It's funny that you mention that audio clip. I used "Hello children. How nice of you to come visit us. We have been expecting you." as my door greater this past Halloween. I set up my home theater speakers in my front windows and greet all of my guests with it. It feels like the house is speaking to you since I have a speaker on each side of the door. When I open the door, my FCG (Flying Crank Ghost) is there to meet you. Everyone loves it. One child even asks me about Victoria (my FCG) every time he sees me. That's what makes it all worth it.


----------



## Richie (Jan 4, 2007)

Hey Gmacted,

That is really great and very neatly set up inside there. I'd love to see the code if convenient for you. I'll PM you about it. 

Yeah, that "Hello Children" audio clip is just great. The "Didn't" MP3 we've been using for several years now and is one of those phrases that will always be part of our home haunt. This will be the first year we get to use the "Hello children" MP3, but I know it'll also be wonderful. Thank for the help.


----------



## Richie (Jan 4, 2007)

Hi folks,

I just wanted to let you know that I received the Halloween Howler's today. The units are smaller than what they looked like in the photos and are about the size of a Sony Walkman cassette player. I have to tell you that I'm amazed at this PIR audio repeater. It does everything except you can't set it to play in a loop mode. The PIR sensor could not be any better and the clarity of the Halloween audio phrases are excellent. I tested one using 4 "AA" batteries, and one using the 6 volt power adapter. No difference in performance at all and it's great having a choice on how to power it, especially if A/C power is not available.

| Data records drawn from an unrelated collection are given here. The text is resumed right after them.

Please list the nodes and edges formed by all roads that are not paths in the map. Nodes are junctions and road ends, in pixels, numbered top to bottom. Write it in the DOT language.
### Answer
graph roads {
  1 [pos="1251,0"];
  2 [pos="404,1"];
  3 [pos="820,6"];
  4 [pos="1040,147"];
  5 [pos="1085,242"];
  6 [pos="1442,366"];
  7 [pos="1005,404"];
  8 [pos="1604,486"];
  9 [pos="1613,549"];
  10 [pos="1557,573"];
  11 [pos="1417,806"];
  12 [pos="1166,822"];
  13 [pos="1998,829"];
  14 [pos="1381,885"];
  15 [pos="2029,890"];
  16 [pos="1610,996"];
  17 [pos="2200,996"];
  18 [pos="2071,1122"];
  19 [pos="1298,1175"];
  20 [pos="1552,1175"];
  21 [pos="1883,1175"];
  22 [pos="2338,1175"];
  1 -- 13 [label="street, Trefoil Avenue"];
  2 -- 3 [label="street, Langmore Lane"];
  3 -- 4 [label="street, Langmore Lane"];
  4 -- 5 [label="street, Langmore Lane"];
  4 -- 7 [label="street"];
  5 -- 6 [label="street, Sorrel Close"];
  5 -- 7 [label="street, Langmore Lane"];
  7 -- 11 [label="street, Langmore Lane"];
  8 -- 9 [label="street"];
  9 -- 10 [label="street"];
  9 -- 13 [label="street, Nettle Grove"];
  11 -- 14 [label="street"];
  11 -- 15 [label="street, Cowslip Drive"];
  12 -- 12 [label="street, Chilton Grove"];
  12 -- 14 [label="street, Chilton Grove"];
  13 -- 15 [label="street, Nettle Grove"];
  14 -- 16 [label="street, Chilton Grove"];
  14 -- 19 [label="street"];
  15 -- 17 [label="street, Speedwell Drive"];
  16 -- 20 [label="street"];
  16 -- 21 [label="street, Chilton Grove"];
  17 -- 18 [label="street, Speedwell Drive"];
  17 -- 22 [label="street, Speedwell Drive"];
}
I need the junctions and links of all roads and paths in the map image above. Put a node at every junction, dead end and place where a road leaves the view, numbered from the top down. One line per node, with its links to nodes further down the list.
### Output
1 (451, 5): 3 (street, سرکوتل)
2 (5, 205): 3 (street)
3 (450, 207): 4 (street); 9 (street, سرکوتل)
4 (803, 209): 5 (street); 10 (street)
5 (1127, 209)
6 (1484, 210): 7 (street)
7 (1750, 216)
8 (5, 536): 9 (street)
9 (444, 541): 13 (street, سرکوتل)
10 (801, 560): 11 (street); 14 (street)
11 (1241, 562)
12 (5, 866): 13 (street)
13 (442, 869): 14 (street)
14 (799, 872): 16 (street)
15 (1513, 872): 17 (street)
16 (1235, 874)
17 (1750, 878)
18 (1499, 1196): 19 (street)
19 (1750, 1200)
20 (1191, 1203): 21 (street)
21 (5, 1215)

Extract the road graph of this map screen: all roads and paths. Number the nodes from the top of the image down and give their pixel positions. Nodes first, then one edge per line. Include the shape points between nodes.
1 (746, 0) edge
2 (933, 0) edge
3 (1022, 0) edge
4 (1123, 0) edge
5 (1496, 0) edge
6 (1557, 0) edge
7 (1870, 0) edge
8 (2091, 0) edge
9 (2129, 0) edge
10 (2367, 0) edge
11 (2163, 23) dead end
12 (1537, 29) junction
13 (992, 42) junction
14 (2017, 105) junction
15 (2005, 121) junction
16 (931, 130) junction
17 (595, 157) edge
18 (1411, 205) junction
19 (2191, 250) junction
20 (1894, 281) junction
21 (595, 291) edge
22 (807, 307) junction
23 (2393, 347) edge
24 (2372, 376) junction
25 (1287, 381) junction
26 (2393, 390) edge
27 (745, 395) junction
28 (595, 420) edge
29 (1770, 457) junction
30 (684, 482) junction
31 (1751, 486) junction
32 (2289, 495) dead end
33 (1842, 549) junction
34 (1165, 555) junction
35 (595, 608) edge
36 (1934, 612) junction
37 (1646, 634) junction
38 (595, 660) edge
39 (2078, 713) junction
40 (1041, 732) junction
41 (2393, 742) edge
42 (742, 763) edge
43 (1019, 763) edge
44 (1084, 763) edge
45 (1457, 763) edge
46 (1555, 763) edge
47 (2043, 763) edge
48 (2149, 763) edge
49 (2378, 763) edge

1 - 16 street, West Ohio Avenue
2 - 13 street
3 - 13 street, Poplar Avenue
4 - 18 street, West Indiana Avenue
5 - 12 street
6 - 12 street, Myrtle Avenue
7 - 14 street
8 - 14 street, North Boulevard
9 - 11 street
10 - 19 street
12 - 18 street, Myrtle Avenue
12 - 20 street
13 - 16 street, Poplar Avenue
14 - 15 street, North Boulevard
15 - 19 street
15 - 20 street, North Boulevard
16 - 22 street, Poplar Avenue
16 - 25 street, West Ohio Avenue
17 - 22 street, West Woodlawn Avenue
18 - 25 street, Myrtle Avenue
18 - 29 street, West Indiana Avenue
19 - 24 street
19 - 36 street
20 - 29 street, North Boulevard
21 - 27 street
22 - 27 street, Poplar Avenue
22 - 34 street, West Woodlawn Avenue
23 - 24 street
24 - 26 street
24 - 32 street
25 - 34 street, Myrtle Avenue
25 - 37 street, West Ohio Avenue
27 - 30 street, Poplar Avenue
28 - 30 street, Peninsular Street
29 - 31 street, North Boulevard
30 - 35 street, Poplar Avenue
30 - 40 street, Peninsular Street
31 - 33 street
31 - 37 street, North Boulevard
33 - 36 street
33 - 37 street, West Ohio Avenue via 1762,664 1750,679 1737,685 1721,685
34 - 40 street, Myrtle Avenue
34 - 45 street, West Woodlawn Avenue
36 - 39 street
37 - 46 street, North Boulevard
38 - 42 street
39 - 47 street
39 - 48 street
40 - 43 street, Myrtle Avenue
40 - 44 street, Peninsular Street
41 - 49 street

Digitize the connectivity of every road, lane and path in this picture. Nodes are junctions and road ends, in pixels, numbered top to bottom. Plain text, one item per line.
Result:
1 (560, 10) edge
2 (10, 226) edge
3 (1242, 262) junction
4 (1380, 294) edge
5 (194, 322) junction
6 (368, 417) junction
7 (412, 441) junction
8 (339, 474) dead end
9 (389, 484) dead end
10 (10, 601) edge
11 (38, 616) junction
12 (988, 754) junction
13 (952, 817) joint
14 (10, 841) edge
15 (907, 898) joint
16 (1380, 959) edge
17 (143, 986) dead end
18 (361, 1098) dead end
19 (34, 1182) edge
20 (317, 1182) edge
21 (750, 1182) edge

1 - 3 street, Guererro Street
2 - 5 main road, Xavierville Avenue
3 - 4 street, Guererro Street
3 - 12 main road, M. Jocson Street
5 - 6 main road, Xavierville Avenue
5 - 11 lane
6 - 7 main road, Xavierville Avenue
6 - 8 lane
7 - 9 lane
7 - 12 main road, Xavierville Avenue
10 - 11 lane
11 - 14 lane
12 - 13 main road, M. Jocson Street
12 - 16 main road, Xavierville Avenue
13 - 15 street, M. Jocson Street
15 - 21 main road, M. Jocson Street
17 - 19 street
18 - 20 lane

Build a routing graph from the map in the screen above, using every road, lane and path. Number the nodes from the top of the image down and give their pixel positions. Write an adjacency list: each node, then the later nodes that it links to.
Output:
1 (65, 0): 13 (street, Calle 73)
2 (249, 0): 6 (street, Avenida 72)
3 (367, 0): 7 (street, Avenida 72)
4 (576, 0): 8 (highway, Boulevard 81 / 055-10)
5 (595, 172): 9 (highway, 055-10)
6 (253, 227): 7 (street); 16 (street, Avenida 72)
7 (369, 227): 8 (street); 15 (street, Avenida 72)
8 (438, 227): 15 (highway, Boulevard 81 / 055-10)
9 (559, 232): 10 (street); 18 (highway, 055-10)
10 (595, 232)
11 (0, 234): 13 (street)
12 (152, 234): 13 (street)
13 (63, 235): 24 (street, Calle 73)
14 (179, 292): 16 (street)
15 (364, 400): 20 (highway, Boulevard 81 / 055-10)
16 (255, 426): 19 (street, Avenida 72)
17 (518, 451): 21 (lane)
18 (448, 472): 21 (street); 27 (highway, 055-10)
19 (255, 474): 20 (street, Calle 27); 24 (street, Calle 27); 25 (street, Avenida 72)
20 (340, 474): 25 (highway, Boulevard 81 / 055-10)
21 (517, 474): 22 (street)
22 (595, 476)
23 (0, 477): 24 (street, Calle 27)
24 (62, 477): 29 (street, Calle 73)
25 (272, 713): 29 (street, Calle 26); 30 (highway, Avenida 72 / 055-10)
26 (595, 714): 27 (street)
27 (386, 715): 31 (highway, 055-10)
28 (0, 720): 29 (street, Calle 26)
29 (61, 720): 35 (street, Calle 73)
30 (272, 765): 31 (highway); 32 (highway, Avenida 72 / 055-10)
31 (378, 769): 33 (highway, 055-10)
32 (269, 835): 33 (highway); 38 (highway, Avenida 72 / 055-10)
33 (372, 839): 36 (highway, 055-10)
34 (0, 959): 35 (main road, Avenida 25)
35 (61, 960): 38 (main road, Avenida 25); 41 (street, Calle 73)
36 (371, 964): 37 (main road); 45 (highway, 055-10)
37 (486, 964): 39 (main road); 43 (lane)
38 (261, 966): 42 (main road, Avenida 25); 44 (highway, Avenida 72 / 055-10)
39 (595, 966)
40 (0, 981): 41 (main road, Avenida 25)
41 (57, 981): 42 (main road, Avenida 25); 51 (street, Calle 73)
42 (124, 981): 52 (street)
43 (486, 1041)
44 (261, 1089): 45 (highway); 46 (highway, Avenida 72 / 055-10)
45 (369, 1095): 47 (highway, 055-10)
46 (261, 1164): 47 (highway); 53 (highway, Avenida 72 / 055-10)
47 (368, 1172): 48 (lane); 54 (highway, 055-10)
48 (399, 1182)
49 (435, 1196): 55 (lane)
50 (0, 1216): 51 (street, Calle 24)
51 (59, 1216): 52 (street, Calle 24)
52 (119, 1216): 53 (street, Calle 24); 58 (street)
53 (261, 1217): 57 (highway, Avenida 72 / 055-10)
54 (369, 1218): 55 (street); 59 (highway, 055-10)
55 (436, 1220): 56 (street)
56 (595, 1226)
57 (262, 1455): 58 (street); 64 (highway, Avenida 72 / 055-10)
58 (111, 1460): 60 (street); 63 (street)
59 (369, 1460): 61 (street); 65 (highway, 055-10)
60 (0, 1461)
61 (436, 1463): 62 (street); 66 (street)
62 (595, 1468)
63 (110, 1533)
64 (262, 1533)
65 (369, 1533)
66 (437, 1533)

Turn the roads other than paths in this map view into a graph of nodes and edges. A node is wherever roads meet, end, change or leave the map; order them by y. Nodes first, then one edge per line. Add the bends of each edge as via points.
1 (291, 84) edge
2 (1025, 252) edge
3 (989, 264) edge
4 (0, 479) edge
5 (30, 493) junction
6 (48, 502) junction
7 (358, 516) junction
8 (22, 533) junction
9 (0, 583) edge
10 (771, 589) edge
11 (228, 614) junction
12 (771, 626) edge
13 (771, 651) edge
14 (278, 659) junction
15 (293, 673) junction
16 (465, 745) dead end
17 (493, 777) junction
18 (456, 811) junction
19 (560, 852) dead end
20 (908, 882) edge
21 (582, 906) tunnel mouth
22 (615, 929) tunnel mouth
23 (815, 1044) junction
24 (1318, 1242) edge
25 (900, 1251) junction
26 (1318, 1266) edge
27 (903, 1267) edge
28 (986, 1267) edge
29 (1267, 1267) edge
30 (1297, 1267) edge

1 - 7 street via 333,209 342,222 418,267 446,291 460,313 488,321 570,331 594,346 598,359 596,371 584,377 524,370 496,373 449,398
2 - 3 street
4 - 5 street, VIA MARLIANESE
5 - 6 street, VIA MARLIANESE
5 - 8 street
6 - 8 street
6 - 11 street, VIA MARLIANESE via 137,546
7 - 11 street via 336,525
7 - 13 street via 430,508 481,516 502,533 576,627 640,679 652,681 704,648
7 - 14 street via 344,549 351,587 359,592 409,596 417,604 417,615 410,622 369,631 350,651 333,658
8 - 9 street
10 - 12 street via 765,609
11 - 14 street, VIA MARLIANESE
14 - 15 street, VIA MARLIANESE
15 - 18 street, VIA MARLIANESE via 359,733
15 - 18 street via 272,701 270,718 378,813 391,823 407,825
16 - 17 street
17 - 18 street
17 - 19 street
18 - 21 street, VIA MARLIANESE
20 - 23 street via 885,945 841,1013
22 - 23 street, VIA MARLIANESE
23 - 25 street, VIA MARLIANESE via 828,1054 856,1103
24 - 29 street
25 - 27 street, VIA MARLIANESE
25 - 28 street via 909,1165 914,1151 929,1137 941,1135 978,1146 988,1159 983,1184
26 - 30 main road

You can record your 20 second phrase or sound using a "line in" or from the external microphone, which I figured the internal Mic was junk. I could not have been more wrong. I was eager to try it, so I simply used the external Mic. It recorded so perfectly I'm not going to bother re-recording from "line in" The internal speaker is okay if used inside, but I tested it with a set of standard A/C powered 5 or 8 watt computer speakers. 

It plays in mono, but I used a Radio Shack adapter #274-368, so the audio was now coming from both external speakers. Audio was as loud and clear as you would need it to be. I'm totally satisfied with all three of these units and very happy I purchased them at such a cheap price. Now that the price is back up to $120.00 each, if I needed another one, I wouldn't hesitate to get one.

These things are going to be a huge hit with our haunt this year.


----------



## slightlymad (May 25, 2006)

Okay if I wanted to learn the basic for the prop-1 what book would be good to get?


----------